The task: Check each line of the data for "Avenue", then give the number of lines that have it, without any other words.

---------- Entries provided ----------

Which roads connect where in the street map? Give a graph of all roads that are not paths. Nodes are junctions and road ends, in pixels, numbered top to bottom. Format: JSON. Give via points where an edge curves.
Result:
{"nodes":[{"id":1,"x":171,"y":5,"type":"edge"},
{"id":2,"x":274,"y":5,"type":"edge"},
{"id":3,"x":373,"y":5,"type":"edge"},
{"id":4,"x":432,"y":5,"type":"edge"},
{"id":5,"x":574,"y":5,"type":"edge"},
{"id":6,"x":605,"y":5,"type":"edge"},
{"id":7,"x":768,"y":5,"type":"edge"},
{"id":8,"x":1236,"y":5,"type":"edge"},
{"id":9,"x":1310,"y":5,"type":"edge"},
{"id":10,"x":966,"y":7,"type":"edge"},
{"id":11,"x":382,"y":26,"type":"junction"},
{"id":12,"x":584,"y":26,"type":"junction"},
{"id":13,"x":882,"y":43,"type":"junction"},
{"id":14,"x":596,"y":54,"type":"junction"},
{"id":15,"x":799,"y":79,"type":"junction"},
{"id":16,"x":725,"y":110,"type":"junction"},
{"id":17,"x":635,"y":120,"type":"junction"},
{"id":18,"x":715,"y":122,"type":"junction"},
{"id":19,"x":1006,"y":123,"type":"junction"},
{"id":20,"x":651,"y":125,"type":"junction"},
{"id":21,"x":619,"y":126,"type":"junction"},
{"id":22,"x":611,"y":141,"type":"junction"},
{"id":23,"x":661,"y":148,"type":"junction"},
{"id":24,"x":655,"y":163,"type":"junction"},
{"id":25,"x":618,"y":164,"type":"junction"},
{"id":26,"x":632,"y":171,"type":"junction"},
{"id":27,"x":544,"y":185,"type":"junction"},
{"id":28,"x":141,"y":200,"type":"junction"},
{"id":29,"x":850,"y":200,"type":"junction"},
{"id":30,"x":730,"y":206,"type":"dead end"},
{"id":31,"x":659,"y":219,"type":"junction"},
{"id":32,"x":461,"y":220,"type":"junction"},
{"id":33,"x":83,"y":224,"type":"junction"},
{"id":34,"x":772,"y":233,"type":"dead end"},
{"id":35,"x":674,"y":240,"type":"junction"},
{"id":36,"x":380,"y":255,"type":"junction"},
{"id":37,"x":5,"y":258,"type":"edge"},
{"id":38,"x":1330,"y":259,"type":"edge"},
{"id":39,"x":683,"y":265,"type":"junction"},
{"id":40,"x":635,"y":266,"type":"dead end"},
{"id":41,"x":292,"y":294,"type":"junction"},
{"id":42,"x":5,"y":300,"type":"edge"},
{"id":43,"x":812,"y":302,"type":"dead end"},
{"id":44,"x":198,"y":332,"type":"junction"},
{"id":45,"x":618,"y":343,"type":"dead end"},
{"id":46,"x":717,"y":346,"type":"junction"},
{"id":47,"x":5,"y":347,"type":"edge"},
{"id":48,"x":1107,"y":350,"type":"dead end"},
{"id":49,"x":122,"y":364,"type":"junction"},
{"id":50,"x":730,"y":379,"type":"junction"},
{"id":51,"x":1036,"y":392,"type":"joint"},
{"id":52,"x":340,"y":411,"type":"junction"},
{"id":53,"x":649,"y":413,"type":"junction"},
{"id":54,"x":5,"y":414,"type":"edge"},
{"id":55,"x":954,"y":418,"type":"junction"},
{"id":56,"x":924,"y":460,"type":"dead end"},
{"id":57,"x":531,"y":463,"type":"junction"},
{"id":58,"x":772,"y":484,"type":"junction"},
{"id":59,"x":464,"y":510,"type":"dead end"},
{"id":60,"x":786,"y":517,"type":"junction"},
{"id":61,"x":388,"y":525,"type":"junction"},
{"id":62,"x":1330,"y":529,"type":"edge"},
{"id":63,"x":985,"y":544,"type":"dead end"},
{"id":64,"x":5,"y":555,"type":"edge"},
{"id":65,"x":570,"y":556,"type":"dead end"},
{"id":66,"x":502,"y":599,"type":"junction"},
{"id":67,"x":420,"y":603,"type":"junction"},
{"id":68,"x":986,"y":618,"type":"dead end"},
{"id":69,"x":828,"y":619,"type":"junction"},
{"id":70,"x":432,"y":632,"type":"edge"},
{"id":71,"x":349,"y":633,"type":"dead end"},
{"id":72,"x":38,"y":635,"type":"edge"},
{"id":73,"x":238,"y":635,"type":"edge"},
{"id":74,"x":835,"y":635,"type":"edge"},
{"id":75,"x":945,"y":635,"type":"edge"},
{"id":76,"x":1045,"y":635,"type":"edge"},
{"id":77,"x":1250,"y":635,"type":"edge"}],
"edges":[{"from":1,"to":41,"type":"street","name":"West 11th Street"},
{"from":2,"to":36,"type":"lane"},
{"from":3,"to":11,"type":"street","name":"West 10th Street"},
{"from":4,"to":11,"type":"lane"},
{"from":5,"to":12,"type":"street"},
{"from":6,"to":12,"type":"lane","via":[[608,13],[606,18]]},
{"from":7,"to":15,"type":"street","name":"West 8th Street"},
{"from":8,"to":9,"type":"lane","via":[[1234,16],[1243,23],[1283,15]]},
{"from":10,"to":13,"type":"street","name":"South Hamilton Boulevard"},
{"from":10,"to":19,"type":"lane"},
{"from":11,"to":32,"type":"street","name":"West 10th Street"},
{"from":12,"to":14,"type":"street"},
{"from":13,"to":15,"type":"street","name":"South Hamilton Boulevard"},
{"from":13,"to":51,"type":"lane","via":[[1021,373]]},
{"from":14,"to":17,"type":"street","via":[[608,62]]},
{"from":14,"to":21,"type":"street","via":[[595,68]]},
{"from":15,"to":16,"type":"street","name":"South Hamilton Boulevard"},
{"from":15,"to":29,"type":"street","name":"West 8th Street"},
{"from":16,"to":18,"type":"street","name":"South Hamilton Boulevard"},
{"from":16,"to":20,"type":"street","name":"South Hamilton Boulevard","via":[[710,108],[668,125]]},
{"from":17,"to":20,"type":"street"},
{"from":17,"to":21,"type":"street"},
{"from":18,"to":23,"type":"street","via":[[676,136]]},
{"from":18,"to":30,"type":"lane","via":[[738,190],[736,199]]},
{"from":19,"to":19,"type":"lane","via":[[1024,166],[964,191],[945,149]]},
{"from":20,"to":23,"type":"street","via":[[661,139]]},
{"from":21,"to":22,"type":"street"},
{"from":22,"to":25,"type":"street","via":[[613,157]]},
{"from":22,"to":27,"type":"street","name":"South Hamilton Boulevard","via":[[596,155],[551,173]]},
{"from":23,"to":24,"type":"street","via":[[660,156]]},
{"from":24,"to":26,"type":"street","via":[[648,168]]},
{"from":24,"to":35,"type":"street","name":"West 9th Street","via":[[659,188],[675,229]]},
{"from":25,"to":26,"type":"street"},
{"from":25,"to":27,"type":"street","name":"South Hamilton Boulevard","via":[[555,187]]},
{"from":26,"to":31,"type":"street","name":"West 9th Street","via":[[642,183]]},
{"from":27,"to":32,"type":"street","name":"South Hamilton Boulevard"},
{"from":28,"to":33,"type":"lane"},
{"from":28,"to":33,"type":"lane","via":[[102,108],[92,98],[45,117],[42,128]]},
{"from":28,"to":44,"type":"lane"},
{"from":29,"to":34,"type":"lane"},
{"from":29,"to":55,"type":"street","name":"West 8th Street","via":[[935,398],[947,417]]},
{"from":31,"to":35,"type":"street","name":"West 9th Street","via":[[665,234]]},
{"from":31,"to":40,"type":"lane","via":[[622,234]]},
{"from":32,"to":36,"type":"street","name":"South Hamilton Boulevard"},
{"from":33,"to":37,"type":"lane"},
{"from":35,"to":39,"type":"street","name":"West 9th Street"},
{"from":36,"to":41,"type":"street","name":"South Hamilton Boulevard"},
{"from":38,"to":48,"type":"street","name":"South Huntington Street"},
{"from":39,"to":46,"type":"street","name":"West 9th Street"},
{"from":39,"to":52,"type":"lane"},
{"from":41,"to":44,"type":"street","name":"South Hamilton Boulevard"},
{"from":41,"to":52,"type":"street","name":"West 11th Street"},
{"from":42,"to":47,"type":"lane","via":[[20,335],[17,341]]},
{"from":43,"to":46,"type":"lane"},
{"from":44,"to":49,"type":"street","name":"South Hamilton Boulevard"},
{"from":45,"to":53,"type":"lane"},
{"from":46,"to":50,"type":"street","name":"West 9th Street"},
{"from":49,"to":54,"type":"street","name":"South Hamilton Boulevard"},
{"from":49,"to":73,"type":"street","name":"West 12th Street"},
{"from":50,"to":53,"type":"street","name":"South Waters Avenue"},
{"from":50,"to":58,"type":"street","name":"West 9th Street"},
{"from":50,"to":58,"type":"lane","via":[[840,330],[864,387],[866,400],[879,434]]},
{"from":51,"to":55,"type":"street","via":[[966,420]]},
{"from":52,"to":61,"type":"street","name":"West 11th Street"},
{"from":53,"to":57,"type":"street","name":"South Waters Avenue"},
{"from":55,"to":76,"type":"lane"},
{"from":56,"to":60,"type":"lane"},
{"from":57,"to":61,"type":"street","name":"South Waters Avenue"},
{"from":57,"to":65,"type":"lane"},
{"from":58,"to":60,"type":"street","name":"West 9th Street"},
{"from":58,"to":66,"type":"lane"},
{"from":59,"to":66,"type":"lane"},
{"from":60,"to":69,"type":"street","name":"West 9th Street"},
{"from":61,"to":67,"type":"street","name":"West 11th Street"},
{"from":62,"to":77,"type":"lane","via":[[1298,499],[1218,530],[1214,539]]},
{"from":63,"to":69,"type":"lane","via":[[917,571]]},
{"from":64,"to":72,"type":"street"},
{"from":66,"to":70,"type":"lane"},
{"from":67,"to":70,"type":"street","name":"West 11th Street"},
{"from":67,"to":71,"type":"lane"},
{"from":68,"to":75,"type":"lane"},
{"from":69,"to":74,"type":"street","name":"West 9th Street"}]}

----------

Answer to the exercise: 3